Commentary: Saving Our Democracy

The Left has made “saving our democracy” a leading election year national concern. But democracy is safe – what is threatened is the Rule of Law, and it has been endangered by Presidents Obama, Trump and Biden alike.

Ever since the deplorable January 6, 2021 attempt by supporters of outgoing President Trump to seize the U.S. Capitol, the political left has raised and amplified the cry of “our democracy under assault”.

            Last Thursday in Philadelphia President Biden devoted a speech to delivering , in the words of the supportive Washington Post,  “a dark message about threats to the very fabric of American democracy”, posed by what he has called the “semi-fascist MAGA Republicans” loyal to the former President.   

The speech came a week after an NBC News national survey asked voters “What do you think is the most important issue facing the country?” “Threats to democracy” ranked first with 21%. (“Climate change” came in fifth with 8%,.)

Let’s step back from the partisan speech making, shelve our personal views for a moment, and take a long look at just what “democracy” means, historically and now.

“Democracy” has long been associated with the Greek city states of the 4th Century BCE. The philosopher Aristotle, in his major work Politics, considered what sort of political constitution was best to produce government where all share in the benefits of justice and goodness.
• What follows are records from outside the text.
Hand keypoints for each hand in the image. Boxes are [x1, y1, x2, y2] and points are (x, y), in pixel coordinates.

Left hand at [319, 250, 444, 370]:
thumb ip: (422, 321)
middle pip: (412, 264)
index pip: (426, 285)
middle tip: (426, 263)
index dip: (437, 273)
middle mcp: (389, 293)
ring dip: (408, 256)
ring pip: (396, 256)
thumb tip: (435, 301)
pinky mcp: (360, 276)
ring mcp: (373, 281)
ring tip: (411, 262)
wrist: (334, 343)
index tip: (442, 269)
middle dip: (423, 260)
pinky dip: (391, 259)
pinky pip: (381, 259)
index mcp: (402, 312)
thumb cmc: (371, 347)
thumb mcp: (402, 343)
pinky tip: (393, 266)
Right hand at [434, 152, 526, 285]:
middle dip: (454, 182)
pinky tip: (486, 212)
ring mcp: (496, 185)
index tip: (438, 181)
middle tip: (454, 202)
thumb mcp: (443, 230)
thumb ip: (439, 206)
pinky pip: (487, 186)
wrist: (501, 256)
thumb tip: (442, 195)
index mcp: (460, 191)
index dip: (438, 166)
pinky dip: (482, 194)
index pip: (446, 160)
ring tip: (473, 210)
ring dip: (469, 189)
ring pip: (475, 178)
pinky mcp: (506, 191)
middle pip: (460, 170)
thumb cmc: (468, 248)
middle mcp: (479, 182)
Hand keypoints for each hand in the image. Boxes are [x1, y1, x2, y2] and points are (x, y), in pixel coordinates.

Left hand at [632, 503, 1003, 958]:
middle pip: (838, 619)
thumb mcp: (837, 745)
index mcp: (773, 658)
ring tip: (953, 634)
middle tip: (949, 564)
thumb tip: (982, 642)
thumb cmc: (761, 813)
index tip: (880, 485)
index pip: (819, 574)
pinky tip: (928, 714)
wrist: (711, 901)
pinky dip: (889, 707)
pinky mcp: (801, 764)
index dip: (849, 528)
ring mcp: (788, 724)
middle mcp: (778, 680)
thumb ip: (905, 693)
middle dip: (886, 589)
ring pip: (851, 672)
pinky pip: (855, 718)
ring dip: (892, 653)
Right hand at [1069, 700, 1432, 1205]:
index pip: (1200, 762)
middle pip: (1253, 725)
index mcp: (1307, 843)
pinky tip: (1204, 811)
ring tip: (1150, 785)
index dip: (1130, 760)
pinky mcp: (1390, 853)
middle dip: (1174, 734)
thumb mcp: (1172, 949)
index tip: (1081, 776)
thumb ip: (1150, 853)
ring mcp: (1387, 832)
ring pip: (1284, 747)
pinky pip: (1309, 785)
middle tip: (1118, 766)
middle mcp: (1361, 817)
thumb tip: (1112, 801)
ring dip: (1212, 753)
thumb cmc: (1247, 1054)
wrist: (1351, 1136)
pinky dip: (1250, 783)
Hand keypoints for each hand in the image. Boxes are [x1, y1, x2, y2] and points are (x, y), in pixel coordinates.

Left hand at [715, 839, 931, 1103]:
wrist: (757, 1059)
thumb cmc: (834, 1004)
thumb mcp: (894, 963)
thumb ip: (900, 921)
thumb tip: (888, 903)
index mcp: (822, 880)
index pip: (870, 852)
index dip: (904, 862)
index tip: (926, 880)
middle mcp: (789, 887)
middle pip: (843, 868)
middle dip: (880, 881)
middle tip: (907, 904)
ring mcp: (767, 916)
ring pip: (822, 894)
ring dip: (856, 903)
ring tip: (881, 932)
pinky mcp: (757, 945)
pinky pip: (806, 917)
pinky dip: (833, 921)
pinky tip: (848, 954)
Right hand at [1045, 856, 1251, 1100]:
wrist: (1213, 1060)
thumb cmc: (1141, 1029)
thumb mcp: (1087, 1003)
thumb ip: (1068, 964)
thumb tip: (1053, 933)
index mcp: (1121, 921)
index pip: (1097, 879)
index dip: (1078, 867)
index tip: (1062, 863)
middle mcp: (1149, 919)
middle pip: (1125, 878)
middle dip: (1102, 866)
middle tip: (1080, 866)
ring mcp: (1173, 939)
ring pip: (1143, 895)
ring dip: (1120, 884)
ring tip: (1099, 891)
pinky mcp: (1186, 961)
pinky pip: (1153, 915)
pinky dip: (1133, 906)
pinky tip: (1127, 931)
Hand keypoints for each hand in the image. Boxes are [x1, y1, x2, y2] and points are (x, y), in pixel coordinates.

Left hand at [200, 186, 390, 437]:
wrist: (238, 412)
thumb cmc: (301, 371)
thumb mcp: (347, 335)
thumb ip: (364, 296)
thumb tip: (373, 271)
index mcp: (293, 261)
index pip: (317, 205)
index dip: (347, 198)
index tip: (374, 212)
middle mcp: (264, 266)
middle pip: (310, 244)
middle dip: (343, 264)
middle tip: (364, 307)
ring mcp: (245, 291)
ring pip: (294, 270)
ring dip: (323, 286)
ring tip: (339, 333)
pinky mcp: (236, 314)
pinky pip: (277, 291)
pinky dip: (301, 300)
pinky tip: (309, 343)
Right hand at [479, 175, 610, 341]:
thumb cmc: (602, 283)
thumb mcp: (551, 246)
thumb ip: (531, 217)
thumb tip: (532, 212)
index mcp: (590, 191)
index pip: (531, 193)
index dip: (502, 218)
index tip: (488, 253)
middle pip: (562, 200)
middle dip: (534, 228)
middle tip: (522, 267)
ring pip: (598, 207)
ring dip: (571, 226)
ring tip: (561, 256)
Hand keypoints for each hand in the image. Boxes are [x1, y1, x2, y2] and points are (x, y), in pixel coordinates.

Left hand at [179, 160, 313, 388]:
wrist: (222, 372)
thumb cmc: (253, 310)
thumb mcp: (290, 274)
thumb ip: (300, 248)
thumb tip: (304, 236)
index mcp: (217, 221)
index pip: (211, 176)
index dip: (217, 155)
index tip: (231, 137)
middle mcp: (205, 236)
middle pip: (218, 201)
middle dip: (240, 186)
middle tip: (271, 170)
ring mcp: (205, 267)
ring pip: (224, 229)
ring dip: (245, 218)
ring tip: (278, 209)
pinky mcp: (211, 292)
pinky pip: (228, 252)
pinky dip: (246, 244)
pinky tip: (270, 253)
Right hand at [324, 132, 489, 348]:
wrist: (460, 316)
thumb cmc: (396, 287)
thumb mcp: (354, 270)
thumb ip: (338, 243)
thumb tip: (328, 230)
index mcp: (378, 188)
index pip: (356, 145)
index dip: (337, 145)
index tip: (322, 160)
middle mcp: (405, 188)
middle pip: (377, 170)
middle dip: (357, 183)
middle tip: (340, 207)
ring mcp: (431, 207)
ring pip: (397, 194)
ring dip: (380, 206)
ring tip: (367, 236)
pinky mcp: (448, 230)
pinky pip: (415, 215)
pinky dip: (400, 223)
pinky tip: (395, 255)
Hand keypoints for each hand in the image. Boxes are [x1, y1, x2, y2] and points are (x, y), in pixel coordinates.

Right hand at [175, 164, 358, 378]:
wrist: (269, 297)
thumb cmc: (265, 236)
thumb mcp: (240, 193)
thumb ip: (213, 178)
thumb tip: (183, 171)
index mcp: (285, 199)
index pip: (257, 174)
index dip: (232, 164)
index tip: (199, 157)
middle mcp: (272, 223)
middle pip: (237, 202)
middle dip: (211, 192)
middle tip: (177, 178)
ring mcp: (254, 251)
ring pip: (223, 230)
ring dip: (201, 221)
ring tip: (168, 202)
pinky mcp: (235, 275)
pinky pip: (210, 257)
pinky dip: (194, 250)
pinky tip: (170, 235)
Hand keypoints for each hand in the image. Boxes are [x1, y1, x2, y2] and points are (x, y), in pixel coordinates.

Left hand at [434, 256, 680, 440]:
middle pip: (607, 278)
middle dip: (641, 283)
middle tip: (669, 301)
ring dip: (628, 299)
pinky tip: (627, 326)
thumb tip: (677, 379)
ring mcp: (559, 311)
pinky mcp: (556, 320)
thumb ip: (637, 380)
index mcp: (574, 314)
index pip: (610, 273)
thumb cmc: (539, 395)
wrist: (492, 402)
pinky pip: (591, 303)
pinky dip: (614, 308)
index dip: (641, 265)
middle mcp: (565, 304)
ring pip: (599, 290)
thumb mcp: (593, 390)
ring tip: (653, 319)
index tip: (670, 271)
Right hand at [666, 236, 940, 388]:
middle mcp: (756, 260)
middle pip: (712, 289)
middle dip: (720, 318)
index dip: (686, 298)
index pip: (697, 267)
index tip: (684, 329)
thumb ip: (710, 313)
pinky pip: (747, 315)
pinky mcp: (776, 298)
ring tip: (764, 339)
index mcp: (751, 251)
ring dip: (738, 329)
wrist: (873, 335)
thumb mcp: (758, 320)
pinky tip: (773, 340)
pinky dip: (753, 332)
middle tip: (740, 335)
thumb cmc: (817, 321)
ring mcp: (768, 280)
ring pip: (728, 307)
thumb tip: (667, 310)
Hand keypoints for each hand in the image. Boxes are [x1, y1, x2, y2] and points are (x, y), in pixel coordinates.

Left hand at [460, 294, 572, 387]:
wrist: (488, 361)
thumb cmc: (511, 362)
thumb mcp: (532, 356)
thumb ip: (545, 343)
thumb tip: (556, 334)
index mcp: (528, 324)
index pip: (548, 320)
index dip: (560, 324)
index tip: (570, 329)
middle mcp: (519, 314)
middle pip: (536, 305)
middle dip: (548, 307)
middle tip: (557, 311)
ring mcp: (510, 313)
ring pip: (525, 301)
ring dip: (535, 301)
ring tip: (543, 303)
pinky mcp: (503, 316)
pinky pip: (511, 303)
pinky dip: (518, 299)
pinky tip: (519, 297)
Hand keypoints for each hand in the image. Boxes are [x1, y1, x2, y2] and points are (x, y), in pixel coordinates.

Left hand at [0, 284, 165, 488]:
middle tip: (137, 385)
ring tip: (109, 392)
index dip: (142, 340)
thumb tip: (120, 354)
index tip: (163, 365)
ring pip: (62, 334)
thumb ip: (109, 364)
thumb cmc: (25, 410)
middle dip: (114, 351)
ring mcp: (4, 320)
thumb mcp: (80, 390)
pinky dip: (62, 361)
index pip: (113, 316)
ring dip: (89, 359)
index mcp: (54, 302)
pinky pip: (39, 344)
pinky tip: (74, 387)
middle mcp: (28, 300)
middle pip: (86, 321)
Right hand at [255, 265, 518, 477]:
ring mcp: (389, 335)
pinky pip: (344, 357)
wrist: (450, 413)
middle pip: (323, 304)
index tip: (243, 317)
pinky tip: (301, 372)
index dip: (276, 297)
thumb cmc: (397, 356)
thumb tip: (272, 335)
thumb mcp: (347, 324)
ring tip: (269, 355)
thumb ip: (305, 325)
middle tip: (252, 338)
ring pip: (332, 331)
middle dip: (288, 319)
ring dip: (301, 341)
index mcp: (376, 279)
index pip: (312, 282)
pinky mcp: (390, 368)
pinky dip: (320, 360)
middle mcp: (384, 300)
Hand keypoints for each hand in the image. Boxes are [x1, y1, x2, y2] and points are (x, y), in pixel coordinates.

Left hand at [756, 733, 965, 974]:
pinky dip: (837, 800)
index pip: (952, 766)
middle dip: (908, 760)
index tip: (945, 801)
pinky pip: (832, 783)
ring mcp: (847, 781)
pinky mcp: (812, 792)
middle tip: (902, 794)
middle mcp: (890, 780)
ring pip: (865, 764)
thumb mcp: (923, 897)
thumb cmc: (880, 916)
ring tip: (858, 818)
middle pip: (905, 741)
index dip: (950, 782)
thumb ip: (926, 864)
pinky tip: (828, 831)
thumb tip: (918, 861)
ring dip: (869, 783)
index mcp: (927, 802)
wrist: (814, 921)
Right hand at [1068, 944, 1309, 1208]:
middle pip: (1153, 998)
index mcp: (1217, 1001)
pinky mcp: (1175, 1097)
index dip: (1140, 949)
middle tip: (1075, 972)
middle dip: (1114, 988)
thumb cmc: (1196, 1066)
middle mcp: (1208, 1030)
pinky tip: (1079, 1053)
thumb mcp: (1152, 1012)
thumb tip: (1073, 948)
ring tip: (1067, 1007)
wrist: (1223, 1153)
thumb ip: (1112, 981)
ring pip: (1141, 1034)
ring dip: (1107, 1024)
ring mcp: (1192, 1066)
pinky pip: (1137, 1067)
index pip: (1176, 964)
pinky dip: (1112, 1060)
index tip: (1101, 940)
He analyzed rule by the One (tyranny), the Few (the rich aristocracy, four varieties) and the Many (the common people, four varieties of democracy.)

America’s Founding Fathers, educated in the classical and British traditions, were republicans. They were opposed to rule by a Monarch, but also basically distrustful of democracy, rule by a majority, even though that majority did not include minors, women, slaves, indentured servants, criminals, aliens, and for many, those who owned no property. Those exclusions left democracy  to less than ten percent of the population.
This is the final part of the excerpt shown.